TASK DESCRIPTION: Lines holding the string "this" are the ones to copy; find them all in the data.
____ THE DATA
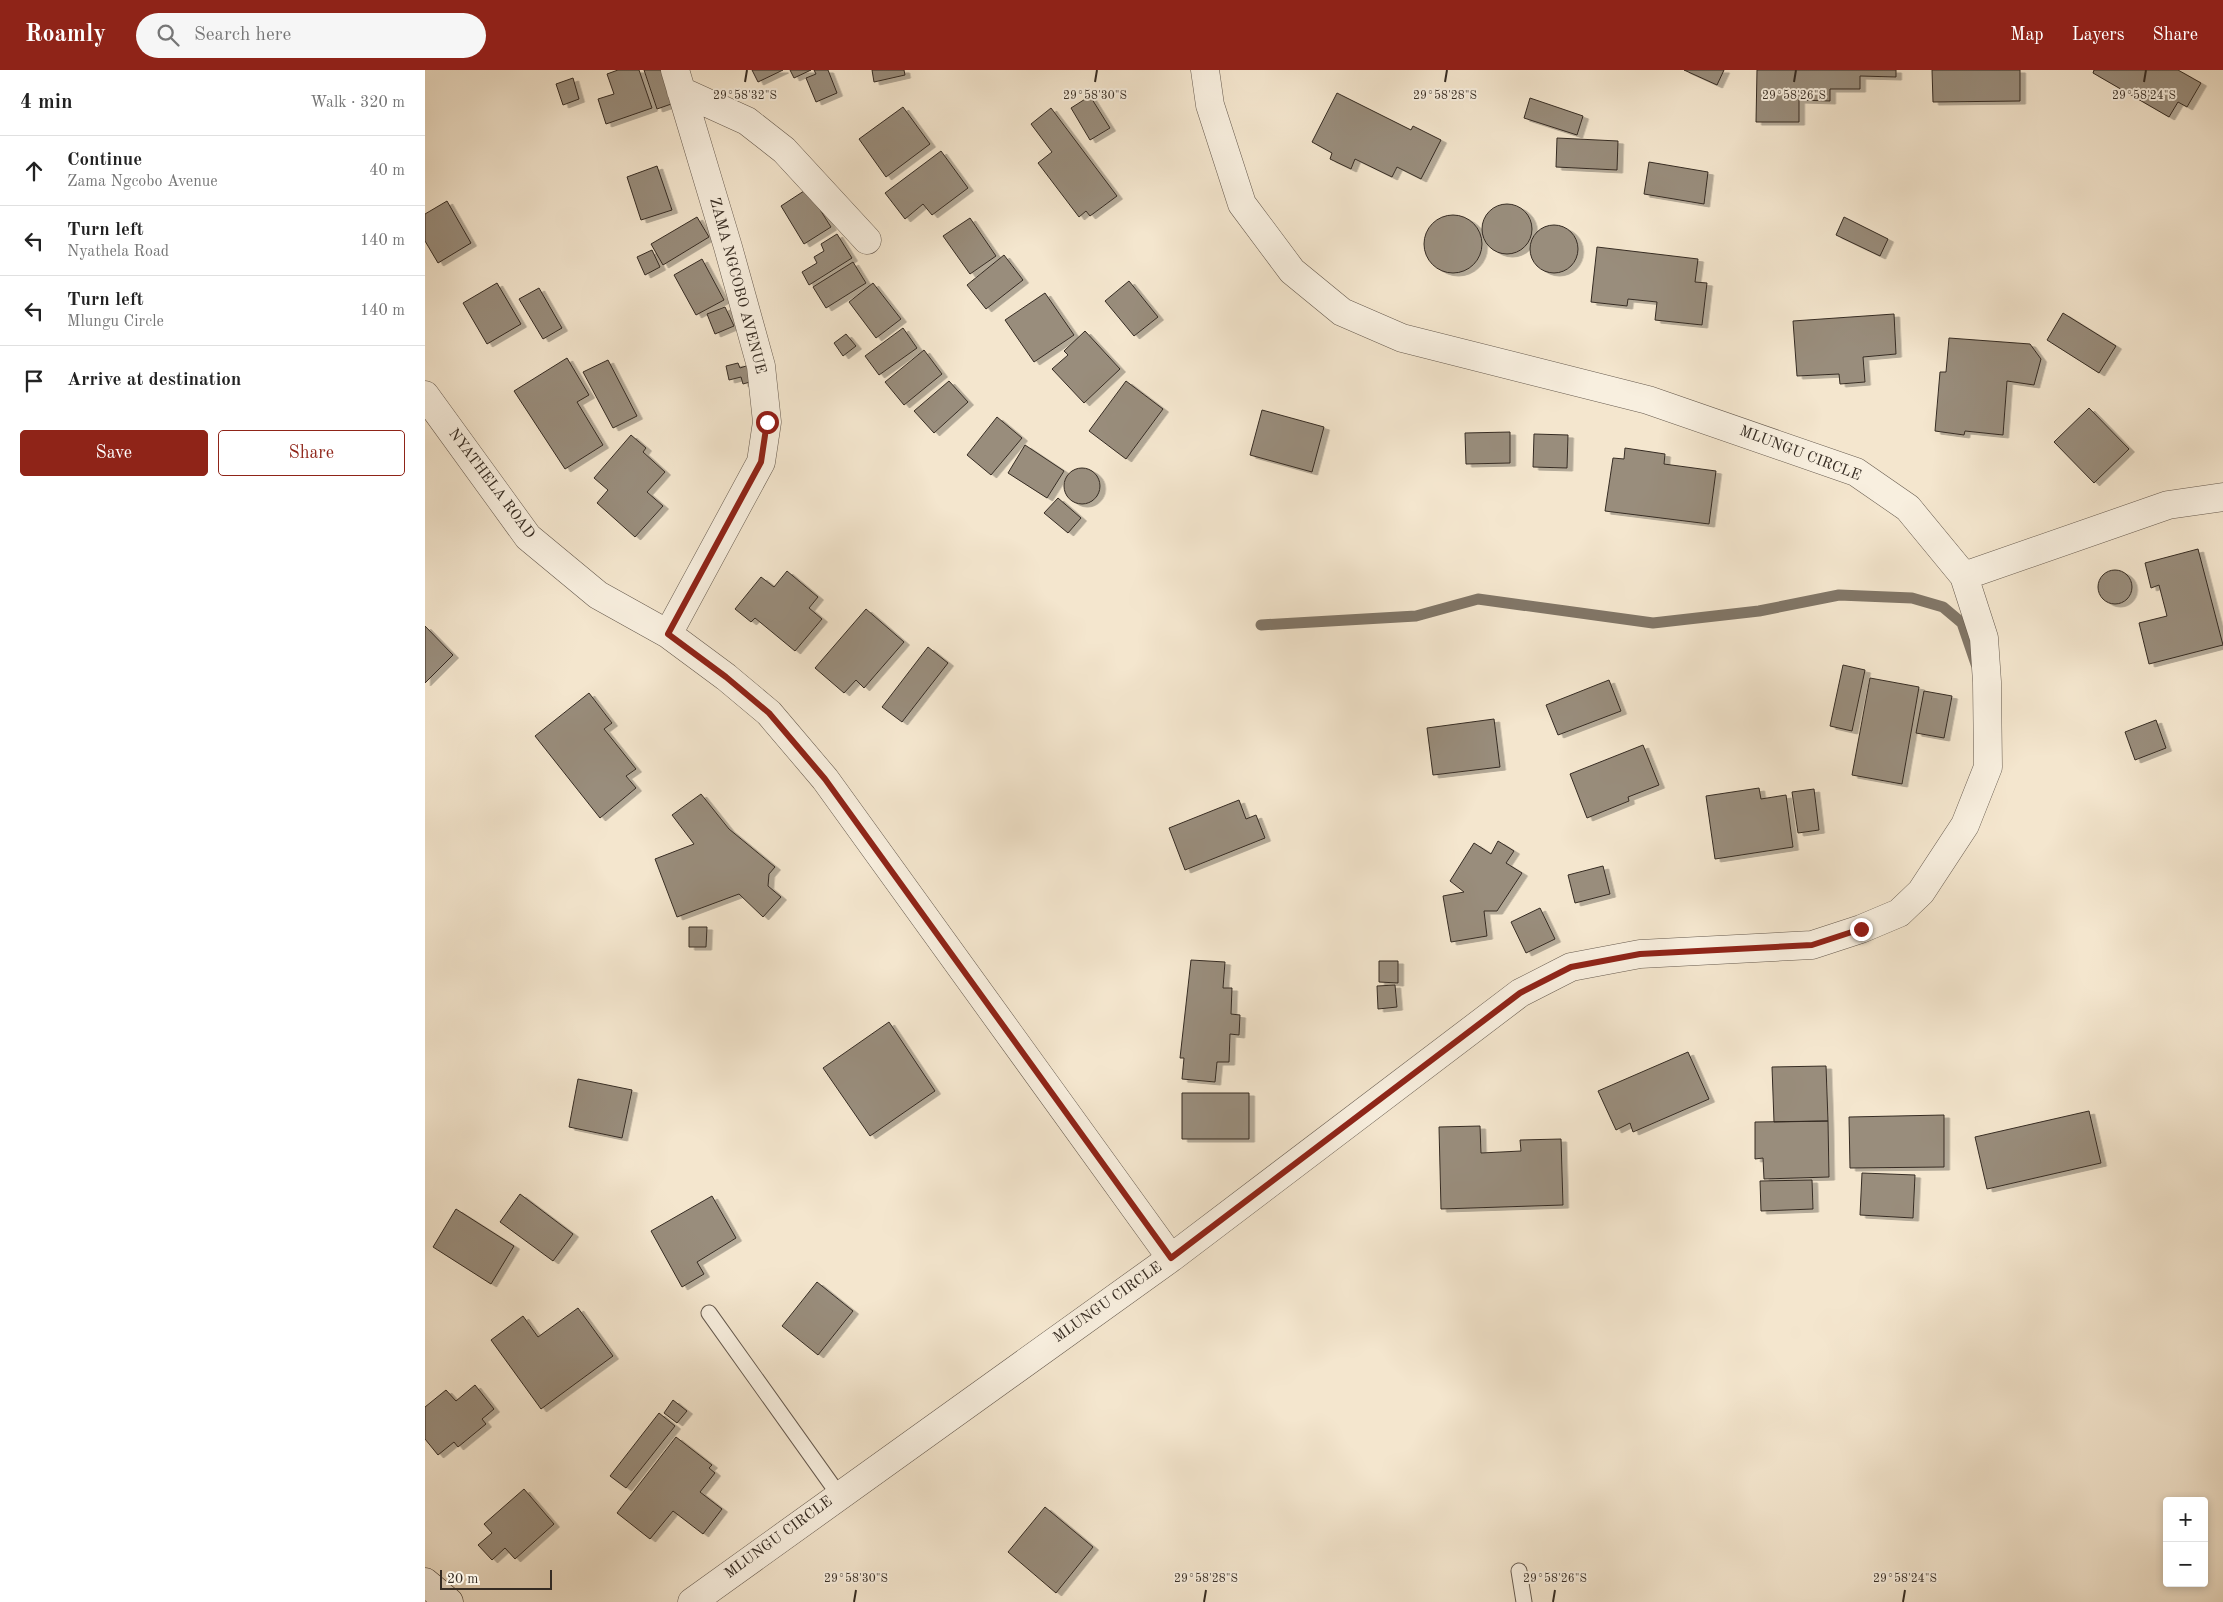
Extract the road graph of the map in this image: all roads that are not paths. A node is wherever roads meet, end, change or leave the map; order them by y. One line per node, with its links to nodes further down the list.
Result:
________
____ THE DATA
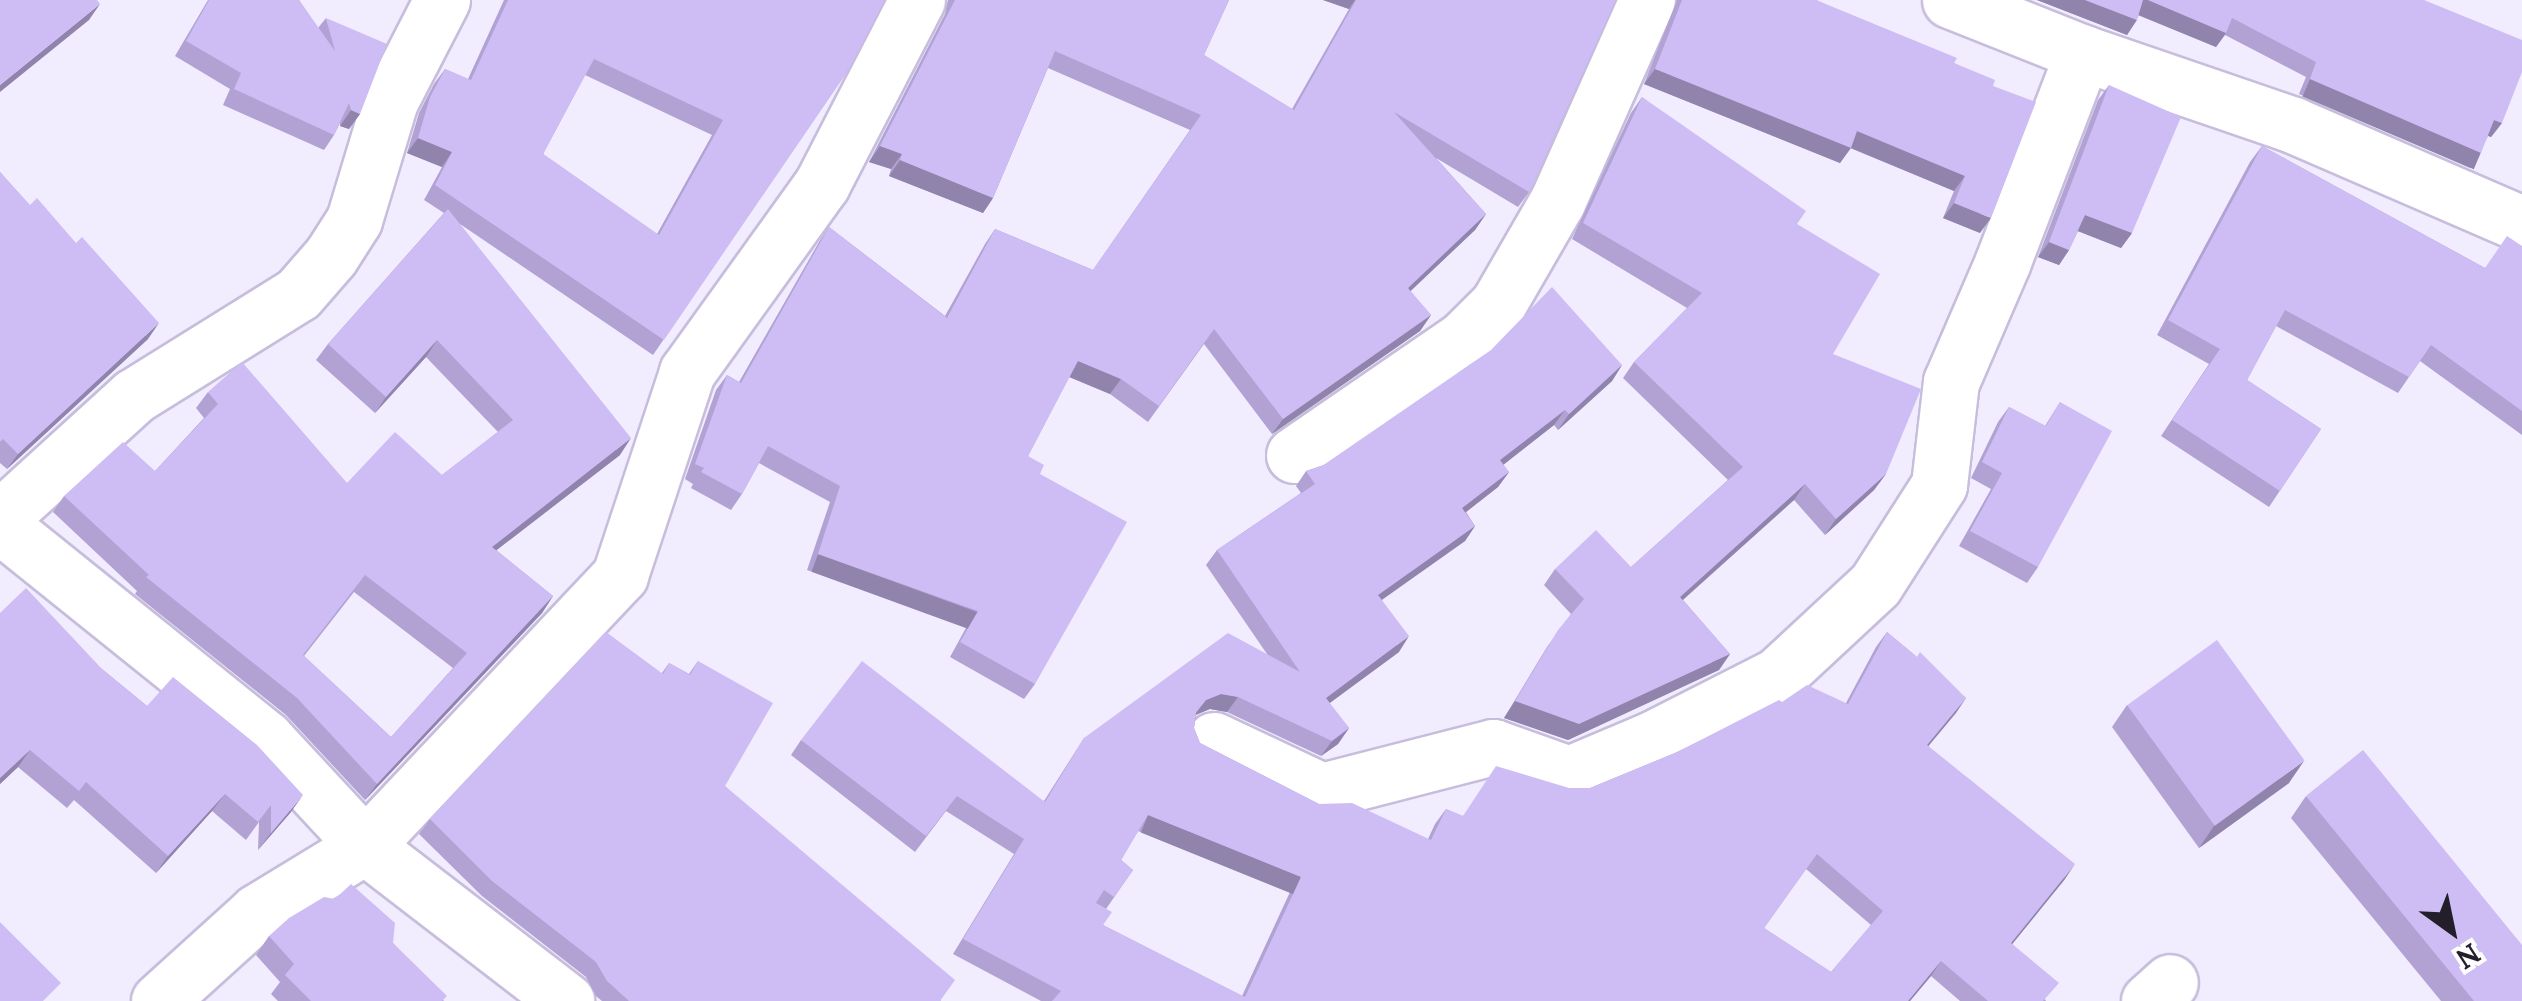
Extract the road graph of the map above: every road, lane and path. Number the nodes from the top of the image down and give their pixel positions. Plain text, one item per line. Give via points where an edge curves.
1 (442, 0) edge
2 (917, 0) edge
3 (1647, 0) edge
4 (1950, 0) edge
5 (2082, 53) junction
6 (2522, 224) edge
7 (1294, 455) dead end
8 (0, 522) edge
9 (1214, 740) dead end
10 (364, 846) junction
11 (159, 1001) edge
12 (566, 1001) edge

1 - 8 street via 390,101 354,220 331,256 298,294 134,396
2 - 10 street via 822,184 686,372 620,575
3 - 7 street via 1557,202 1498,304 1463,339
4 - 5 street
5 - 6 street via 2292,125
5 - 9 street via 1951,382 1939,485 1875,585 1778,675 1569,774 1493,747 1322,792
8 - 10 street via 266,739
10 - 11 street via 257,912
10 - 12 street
________
____ THE DATA
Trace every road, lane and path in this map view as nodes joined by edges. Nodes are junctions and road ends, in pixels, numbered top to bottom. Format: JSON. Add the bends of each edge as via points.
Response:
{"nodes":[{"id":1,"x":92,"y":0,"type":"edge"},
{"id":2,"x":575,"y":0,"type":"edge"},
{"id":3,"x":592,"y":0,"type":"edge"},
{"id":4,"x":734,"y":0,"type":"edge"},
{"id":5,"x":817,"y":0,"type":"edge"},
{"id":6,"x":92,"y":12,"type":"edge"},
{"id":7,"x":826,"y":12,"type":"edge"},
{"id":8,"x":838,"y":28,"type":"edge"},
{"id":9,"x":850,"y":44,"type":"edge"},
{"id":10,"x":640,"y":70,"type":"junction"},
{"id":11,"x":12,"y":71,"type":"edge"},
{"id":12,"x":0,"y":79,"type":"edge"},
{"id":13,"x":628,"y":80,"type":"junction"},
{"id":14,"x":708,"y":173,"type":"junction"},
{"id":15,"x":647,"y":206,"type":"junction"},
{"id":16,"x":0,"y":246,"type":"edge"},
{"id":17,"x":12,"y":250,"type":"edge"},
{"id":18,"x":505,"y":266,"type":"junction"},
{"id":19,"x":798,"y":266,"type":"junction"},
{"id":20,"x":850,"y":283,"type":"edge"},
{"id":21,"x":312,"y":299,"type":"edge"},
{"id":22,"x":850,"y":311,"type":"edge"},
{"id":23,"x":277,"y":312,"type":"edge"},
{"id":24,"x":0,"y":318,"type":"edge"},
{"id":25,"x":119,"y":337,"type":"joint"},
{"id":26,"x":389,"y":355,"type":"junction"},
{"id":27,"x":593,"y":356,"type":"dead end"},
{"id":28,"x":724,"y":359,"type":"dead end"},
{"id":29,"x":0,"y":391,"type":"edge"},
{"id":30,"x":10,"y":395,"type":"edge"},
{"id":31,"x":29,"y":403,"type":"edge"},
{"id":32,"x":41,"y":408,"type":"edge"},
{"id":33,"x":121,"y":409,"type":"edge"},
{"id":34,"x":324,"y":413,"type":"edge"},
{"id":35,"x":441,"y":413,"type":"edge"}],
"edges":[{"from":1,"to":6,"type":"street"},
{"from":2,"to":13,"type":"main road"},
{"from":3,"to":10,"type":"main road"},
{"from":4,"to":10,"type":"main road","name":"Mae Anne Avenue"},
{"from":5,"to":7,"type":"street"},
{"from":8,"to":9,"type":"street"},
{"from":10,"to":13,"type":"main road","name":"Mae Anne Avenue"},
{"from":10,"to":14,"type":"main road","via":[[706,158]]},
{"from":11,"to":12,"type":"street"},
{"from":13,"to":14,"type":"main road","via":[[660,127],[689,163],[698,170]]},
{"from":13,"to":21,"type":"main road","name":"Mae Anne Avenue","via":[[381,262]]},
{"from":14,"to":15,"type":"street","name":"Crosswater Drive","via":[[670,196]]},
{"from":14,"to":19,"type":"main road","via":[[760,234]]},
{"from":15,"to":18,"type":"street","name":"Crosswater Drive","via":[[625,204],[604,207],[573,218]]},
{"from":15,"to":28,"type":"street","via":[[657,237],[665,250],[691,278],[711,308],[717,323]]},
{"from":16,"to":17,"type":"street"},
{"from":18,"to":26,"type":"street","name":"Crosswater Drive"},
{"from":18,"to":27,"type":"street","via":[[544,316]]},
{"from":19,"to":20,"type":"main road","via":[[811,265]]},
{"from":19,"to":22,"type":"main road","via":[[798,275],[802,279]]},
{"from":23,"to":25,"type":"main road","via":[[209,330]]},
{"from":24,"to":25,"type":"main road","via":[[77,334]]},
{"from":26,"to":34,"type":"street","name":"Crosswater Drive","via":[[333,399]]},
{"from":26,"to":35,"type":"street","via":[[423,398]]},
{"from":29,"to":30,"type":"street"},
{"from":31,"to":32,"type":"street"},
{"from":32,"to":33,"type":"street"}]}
________
RESPONSE:
Extract the road graph of the map in this image: all roads that are not paths. A node is wherever roads meet, end, change or leave the map; order them by y. One line per node, with its links to nodes further down the list.
Trace every road, lane and path in this map view as nodes joined by edges. Nodes are junctions and road ends, in pixels, numbered top to bottom. Format: JSON. Add the bends of each edge as via points.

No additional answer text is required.